Reportage, 2007  	Donnerstag, 21.06.2007
Beginn: 20.15 Uhr 	Ende: 21.15 Uhr 	Länge: 60 Min.

*"Ressort im Reisfeld - Familie Füller zieht nach Thailand"*

Jürgen Füller hat zuletzt in Altersteilzeit als Finanz- und Verwaltungsleiter gearbeitet. Dann wurde seine Firma verkauft, und der neue Eigentümer schloss mit ihm einen Aufhebungsvertrag ab. Mit 57 Jahren fühlt Jürgen sich aber zu jung, um einfach "in Rente" zu gehen, deshalb hat die Familie beschlossen, aus Roth bei Nürnberg wegzugehen und in Thailand ein neues Leben anzufangen.

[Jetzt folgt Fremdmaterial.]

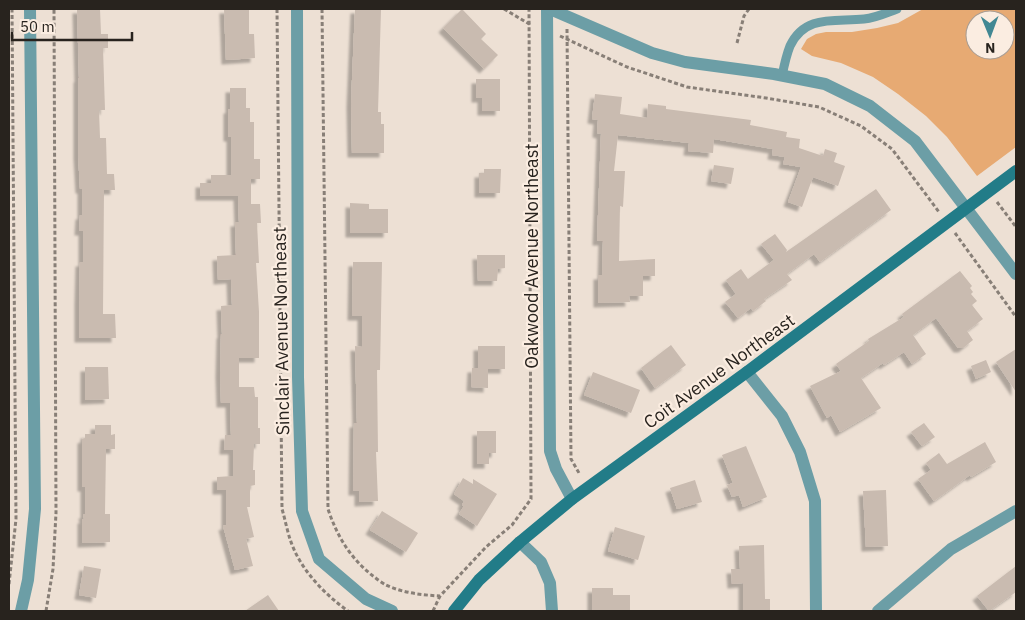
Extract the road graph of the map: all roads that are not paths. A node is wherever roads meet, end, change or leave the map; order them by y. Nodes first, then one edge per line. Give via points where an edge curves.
1 (30, 9) edge
2 (297, 9) edge
3 (549, 9) edge
4 (897, 9) edge
5 (782, 76) junction
6 (1016, 171) edge
7 (968, 208) junction
8 (1016, 274) edge
9 (747, 372) junction
10 (572, 499) junction
11 (1016, 511) edge
12 (520, 542) junction
13 (22, 611) edge
14 (392, 611) edge
15 (454, 611) edge
16 (552, 611) edge
17 (816, 611) edge
18 (878, 611) edge

1 - 13 street via 35,509
2 - 14 street, Sinclair Avenue Northeast via 298,377 302,511 319,559 366,599
3 - 5 street via 652,52 685,62
3 - 10 street, Oakwood Avenue Northeast via 550,451
4 - 5 lane via 873,17 820,22 803,29 790,46
5 - 7 street via 825,84 870,106 915,141
6 - 7 street, Coit Avenue Northeast
7 - 8 street
7 - 9 street, Coit Avenue Northeast
9 - 10 street, Coit Avenue Northeast
9 - 17 street via 782,416 800,452 815,501
10 - 12 street, Coit Avenue Northeast
11 - 18 street via 951,549
12 - 15 street, Coit Avenue Northeast via 479,580
12 - 16 street via 541,562 550,583

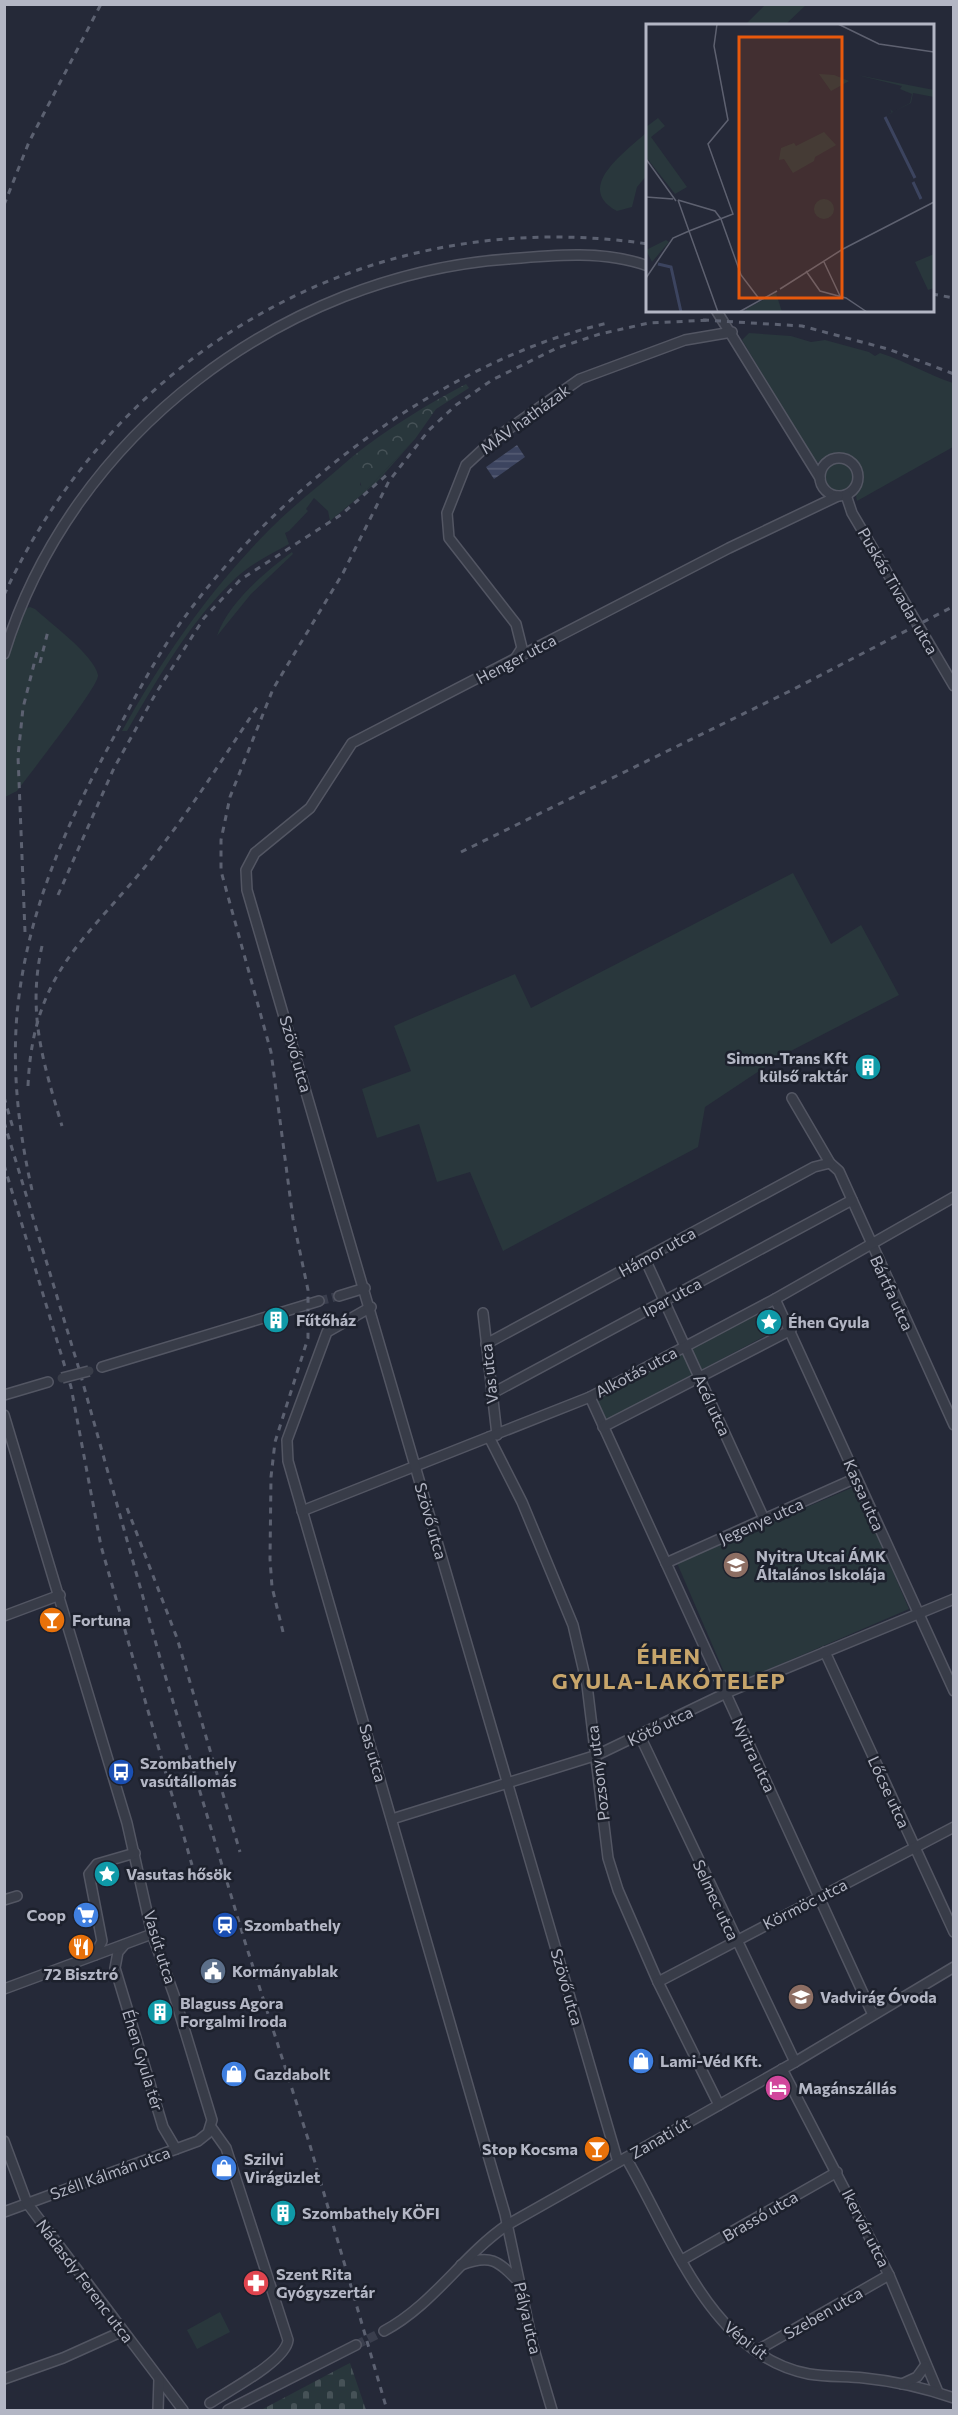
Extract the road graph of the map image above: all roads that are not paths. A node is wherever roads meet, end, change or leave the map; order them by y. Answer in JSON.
{"nodes":[{"id":1,"x":646,"y":266,"type":"edge"},
{"id":2,"x":717,"y":312,"type":"edge"},
{"id":3,"x":732,"y":332,"type":"junction"},
{"id":4,"x":820,"y":478,"type":"junction"},
{"id":5,"x":842,"y":496,"type":"junction"},
{"id":6,"x":4,"y":654,"type":"edge"},
{"id":7,"x":515,"y":660,"type":"junction"},
{"id":8,"x":954,"y":686,"type":"edge"},
{"id":9,"x":245,"y":879,"type":"joint"},
{"id":10,"x":792,"y":1098,"type":"dead end"},
{"id":11,"x":830,"y":1163,"type":"junction"},
{"id":12,"x":954,"y":1197,"type":"edge"},
{"id":13,"x":852,"y":1200,"type":"junction"},
{"id":14,"x":870,"y":1243,"type":"junction"},
{"id":15,"x":645,"y":1259,"type":"junction"},
{"id":16,"x":365,"y":1288,"type":"junction"},
{"id":17,"x":339,"y":1296,"type":"tunnel mouth"},
{"id":18,"x":775,"y":1299,"type":"junction"},
{"id":19,"x":319,"y":1301,"type":"tunnel mouth"},
{"id":20,"x":664,"y":1301,"type":"junction"},
{"id":21,"x":371,"y":1307,"type":"junction"},
{"id":22,"x":483,"y":1313,"type":"dead end"},
{"id":23,"x":791,"y":1330,"type":"junction"},
{"id":24,"x":486,"y":1344,"type":"junction"},
{"id":25,"x":685,"y":1346,"type":"junction"},
{"id":26,"x":102,"y":1367,"type":"dead end"},
{"id":27,"x":89,"y":1371,"type":"dead end"},
{"id":28,"x":699,"y":1376,"type":"junction"},
{"id":29,"x":62,"y":1378,"type":"dead end"},
{"id":30,"x":48,"y":1382,"type":"dead end"},
{"id":31,"x":491,"y":1394,"type":"junction"},
{"id":32,"x":4,"y":1395,"type":"edge"},
{"id":33,"x":590,"y":1397,"type":"junction"},
{"id":34,"x":4,"y":1415,"type":"edge"},
{"id":35,"x":954,"y":1425,"type":"edge"},
{"id":36,"x":603,"y":1427,"type":"junction"},
{"id":37,"x":493,"y":1436,"type":"junction"},
{"id":38,"x":415,"y":1465,"type":"junction"},
{"id":39,"x":856,"y":1478,"type":"junction"},
{"id":40,"x":302,"y":1511,"type":"junction"},
{"id":41,"x":765,"y":1519,"type":"junction"},
{"id":42,"x":666,"y":1563,"type":"junction"},
{"id":43,"x":60,"y":1596,"type":"junction"},
{"id":44,"x":954,"y":1599,"type":"edge"},
{"id":45,"x":918,"y":1614,"type":"junction"},
{"id":46,"x":4,"y":1616,"type":"edge"},
{"id":47,"x":825,"y":1652,"type":"junction"},
{"id":48,"x":954,"y":1691,"type":"edge"},
{"id":49,"x":726,"y":1693,"type":"junction"},
{"id":50,"x":640,"y":1736,"type":"junction"},
{"id":51,"x":597,"y":1755,"type":"junction"},
{"id":52,"x":507,"y":1784,"type":"junction"},
{"id":53,"x":392,"y":1818,"type":"junction"},
{"id":54,"x":954,"y":1827,"type":"edge"},
{"id":55,"x":915,"y":1847,"type":"junction"},
{"id":56,"x":135,"y":1853,"type":"junction"},
{"id":57,"x":17,"y":1896,"type":"dead end"},
{"id":58,"x":819,"y":1897,"type":"junction"},
{"id":59,"x":4,"y":1900,"type":"edge"},
{"id":60,"x":954,"y":1932,"type":"edge"},
{"id":61,"x":152,"y":1934,"type":"junction"},
{"id":62,"x":735,"y":1940,"type":"junction"},
{"id":63,"x":124,"y":1945,"type":"junction"},
{"id":64,"x":95,"y":1955,"type":"junction"},
{"id":65,"x":954,"y":1967,"type":"edge"},
{"id":66,"x":115,"y":1968,"type":"junction"},
{"id":67,"x":658,"y":1982,"type":"junction"},
{"id":68,"x":4,"y":1989,"type":"edge"},
{"id":69,"x":873,"y":2015,"type":"junction"},
{"id":70,"x":795,"y":2062,"type":"junction"},
{"id":71,"x":784,"y":2073,"type":"junction"},
{"id":72,"x":719,"y":2104,"type":"junction"},
{"id":73,"x":211,"y":2127,"type":"junction"},
{"id":74,"x":4,"y":2141,"type":"edge"},
{"id":75,"x":176,"y":2149,"type":"junction"},
{"id":76,"x":622,"y":2160,"type":"junction"},
{"id":77,"x":837,"y":2172,"type":"junction"},
{"id":78,"x":27,"y":2203,"type":"junction"},
{"id":79,"x":4,"y":2212,"type":"edge"},
{"id":80,"x":507,"y":2225,"type":"junction"},
{"id":81,"x":682,"y":2260,"type":"junction"},
{"id":82,"x":459,"y":2266,"type":"junction"},
{"id":83,"x":890,"y":2275,"type":"junction"},
{"id":84,"x":519,"y":2282,"type":"junction"},
{"id":85,"x":123,"y":2331,"type":"junction"},
{"id":86,"x":384,"y":2331,"type":"tunnel mouth"},
{"id":87,"x":356,"y":2345,"type":"tunnel mouth"},
{"id":88,"x":756,"y":2351,"type":"junction"},
{"id":89,"x":925,"y":2366,"type":"junction"},
{"id":90,"x":4,"y":2379,"type":"edge"},
{"id":91,"x":159,"y":2379,"type":"junction"},
{"id":92,"x":902,"y":2384,"type":"junction"},
{"id":93,"x":938,"y":2392,"type":"junction"},
{"id":94,"x":954,"y":2398,"type":"edge"},
{"id":95,"x":210,"y":2403,"type":"dead end"},
{"id":96,"x":158,"y":2410,"type":"edge"},
{"id":97,"x":183,"y":2410,"type":"edge"},
{"id":98,"x":228,"y":2410,"type":"edge"},
{"id":99,"x":552,"y":2410,"type":"edge"}],
"edges":[{"from":1,"to":6,"type":"street"},
{"from":2,"to":3,"type":"street","name":"Puskás Tivadar utca"},
{"from":3,"to":4,"type":"street","name":"Puskás Tivadar utca"},
{"from":3,"to":7,"type":"street","name":"MÁV hatházak"},
{"from":4,"to":5,"type":"street","name":"Puskás Tivadar utca"},
{"from":4,"to":5,"type":"street"},
{"from":5,"to":7,"type":"street","name":"Henger utca"},
{"from":5,"to":8,"type":"street","name":"Puskás Tivadar utca"},
{"from":7,"to":9,"type":"street","name":"Henger utca"},
{"from":9,"to":16,"type":"street","name":"Szövő utca"},
{"from":10,"to":11,"type":"street","name":"Bártfa utca"},
{"from":11,"to":13,"type":"street","name":"Bártfa utca"},
{"from":11,"to":15,"type":"street","name":"Hámor utca"},
{"from":12,"to":14,"type":"street","name":"Alkotás utca"},
{"from":13,"to":14,"type":"street","name":"Bártfa utca"},
{"from":13,"to":20,"type":"street","name":"Ipar utca"},
{"from":14,"to":18,"type":"street","name":"Alkotás utca"},
{"from":14,"to":35,"type":"street","name":"Bártfa utca"},
{"from":15,"to":20,"type":"street","name":"Acél utca"},
{"from":15,"to":24,"type":"street","name":"Hámor utca"},
{"from":16,"to":17,"type":"street"},
{"from":16,"to":21,"type":"street","name":"Szövő utca"},
{"from":18,"to":23,"type":"street","name":"Kassa utca"},
{"from":18,"to":25,"type":"street","name":"Alkotás utca"},
{"from":19,"to":26,"type":"street"},
{"from":20,"to":25,"type":"street","name":"Acél utca"},
{"from":20,"to":31,"type":"street","name":"Ipar utca"},
{"from":21,"to":38,"type":"street","name":"Szövő utca"},
{"from":21,"to":40,"type":"street","name":"Sas utca"},
{"from":22,"to":24,"type":"street","name":"Vas utca"},
{"from":23,"to":28,"type":"street","name":"Alkotás utca"},
{"from":23,"to":39,"type":"street","name":"Kassa utca"},
{"from":24,"to":31,"type":"street","name":"Vas utca"},
{"from":25,"to":28,"type":"street","name":"Acél utca"},
{"from":25,"to":33,"type":"street","name":"Alkotás utca"},
{"from":27,"to":29,"type":"street","bridge":true},
{"from":28,"to":36,"type":"street","name":"Alkotás utca"},
{"from":28,"to":41,"type":"street","name":"Acél utca"},
{"from":30,"to":32,"type":"street"},
{"from":31,"to":37,"type":"street","name":"Vas utca"},
{"from":33,"to":36,"type":"street","name":"Nyitra utca"},
{"from":33,"to":37,"type":"street","name":"Alkotás utca"},
{"from":34,"to":43,"type":"street","name":"Vasút utca"},
{"from":36,"to":42,"type":"street","name":"Nyitra utca"},
{"from":37,"to":38,"type":"street","name":"Alkotás utca"},
{"from":37,"to":51,"type":"street","name":"Pozsony utca"},
{"from":38,"to":40,"type":"street","name":"Alkotás utca"},
{"from":38,"to":52,"type":"street","name":"Szövő utca"},
{"from":39,"to":41,"type":"street","name":"Jegenye utca"},
{"from":39,"to":45,"type":"street","name":"Kassa utca"},
{"from":40,"to":53,"type":"street","name":"Sas utca"},
{"from":41,"to":42,"type":"street","name":"Jegenye utca"},
{"from":42,"to":49,"type":"street","name":"Nyitra utca"},
{"from":43,"to":46,"type":"street"},
{"from":43,"to":56,"type":"street","name":"Vasút utca"},
{"from":44,"to":45,"type":"street","name":"Kötő utca"},
{"from":45,"to":47,"type":"street","name":"Kötő utca"},
{"from":45,"to":48,"type":"street","name":"Kassa utca"},
{"from":47,"to":49,"type":"street","name":"Kötő utca"},
{"from":47,"to":55,"type":"street","name":"Lőcse utca"},
{"from":49,"to":50,"type":"street","name":"Kötő utca"},
{"from":49,"to":58,"type":"street","name":"Nyitra utca"},
{"from":50,"to":51,"type":"street","name":"Kötő utca"},
{"from":50,"to":62,"type":"street","name":"Selmec utca"},
{"from":51,"to":52,"type":"street","name":"Kötő utca"},
{"from":51,"to":67,"type":"street","name":"Pozsony utca"},
{"from":52,"to":53,"type":"street","name":"Kötő utca"},
{"from":52,"to":76,"type":"street","name":"Szövő utca"},
{"from":53,"to":80,"type":"street","name":"Sas utca"},
{"from":54,"to":55,"type":"street","name":"Körmöc utca"},
{"from":55,"to":58,"type":"street","name":"Körmöc utca"},
{"from":55,"to":60,"type":"street","name":"Lőcse utca"},
{"from":56,"to":61,"type":"street","name":"Vasút utca"},
{"from":56,"to":64,"type":"street"},
{"from":57,"to":59,"type":"street"},
{"from":58,"to":62,"type":"street","name":"Körmöc utca"},
{"from":58,"to":69,"type":"street","name":"Nyitra utca"},
{"from":61,"to":63,"type":"street"},
{"from":61,"to":73,"type":"street","name":"Vasút utca"},
{"from":62,"to":67,"type":"street","name":"Körmöc utca"},
{"from":62,"to":70,"type":"street","name":"Selmec utca"},
{"from":63,"to":64,"type":"street"},
{"from":63,"to":66,"type":"street"},
{"from":64,"to":66,"type":"street"},
{"from":64,"to":68,"type":"street"},
{"from":65,"to":69,"type":"street","name":"Zanati út"},
{"from":66,"to":75,"type":"street","name":"Éhen Gyula tér"},
{"from":67,"to":72,"type":"street","name":"Pozsony utca"},
{"from":69,"to":70,"type":"street","name":"Zanati út"},
{"from":70,"to":71,"type":"street","name":"Zanati út"},
{"from":71,"to":72,"type":"street","name":"Zanati út"},
{"from":71,"to":77,"type":"street","name":"Ikervár utca"},
{"from":72,"to":76,"type":"street","name":"Zanati út"},
{"from":73,"to":75,"type":"street","name":"Széll Kálmán utca"},
{"from":73,"to":95,"type":"street","name":"Vasút utca"},
{"from":74,"to":78,"type":"street","name":"Nádasdy Ferenc utca"},
{"from":75,"to":78,"type":"street","name":"Széll Kálmán utca"},
{"from":76,"to":80,"type":"street","name":"Zanati út"},
{"from":76,"to":81,"type":"street","name":"Vépi út"},
{"from":77,"to":81,"type":"street","name":"Brassó utca"},
{"from":77,"to":83,"type":"street","name":"Ikervár utca"},
{"from":78,"to":79,"type":"street","name":"Széll Kálmán utca"},
{"from":78,"to":85,"type":"street","name":"Nádasdy Ferenc utca"},
{"from":80,"to":82,"type":"street","name":"Zanati út"},
{"from":80,"to":84,"type":"street","name":"Pálya utca"},
{"from":81,"to":88,"type":"street","name":"Vépi út"},
{"from":82,"to":84,"type":"street"},
{"from":82,"to":86,"type":"street","name":"Zanati út"},
{"from":83,"to":88,"type":"street","name":"Szeben utca"},
{"from":83,"to":89,"type":"street","name":"Ikervár utca"},
{"from":84,"to":99,"type":"street","name":"Pálya utca"},
{"from":85,"to":90,"type":"street"},
{"from":85,"to":91,"type":"street","name":"Nádasdy Ferenc utca"},
{"from":87,"to":98,"type":"street"},
{"from":88,"to":92,"type":"street","name":"Vépi út"},
{"from":89,"to":92,"type":"street"},
{"from":89,"to":93,"type":"street","name":"Ikervár utca"},
{"from":91,"to":96,"type":"street"},
{"from":91,"to":97,"type":"street","name":"Nádasdy Ferenc utca"},
{"from":92,"to":93,"type":"street","name":"Vépi út"},
{"from":93,"to":94,"type":"street","name":"Vépi út"}]}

Von einem neuen Leben träumen viele Menschen hin und wieder: einfach alles hinter sich zu lassen und irgendwo anders auf der Welt neu anzufangen. Nach Erhebungen des Statistischen Bundesamts haben allein im Jahr 2004 mehr als 150.000 Deutsche ihrer Heimat den Rücken gekehrt, um ihr Glück im Ausland zu suchen - dies ist die höchste Auswanderungsquote seit Ende des Zweiten Weltkriegs. kabel eins hat acht Familien begleitet, die sich auf das Wagnis Neuanfang in der Fremde einlassen.

----------


## Daniel Sun

@HuaHin danke für den Tipp.

Aber Kabel 1 scheint auch wirklich jeden "Auswanderer" zu begleiten. Ich glaube die zeigen diese Auswanderer mindestens zweimal die Woche. Oder kommt mir das nur so vor?

Gruß Daniel

----------


## Hua Hin

Keine Ahnung Daniel, aber kann schon sein, ist ja zur Zeit so`n Trend
bei den Fernsehsendern.
Aber dieses Beispiel soll mehr Hand und Fuss haben.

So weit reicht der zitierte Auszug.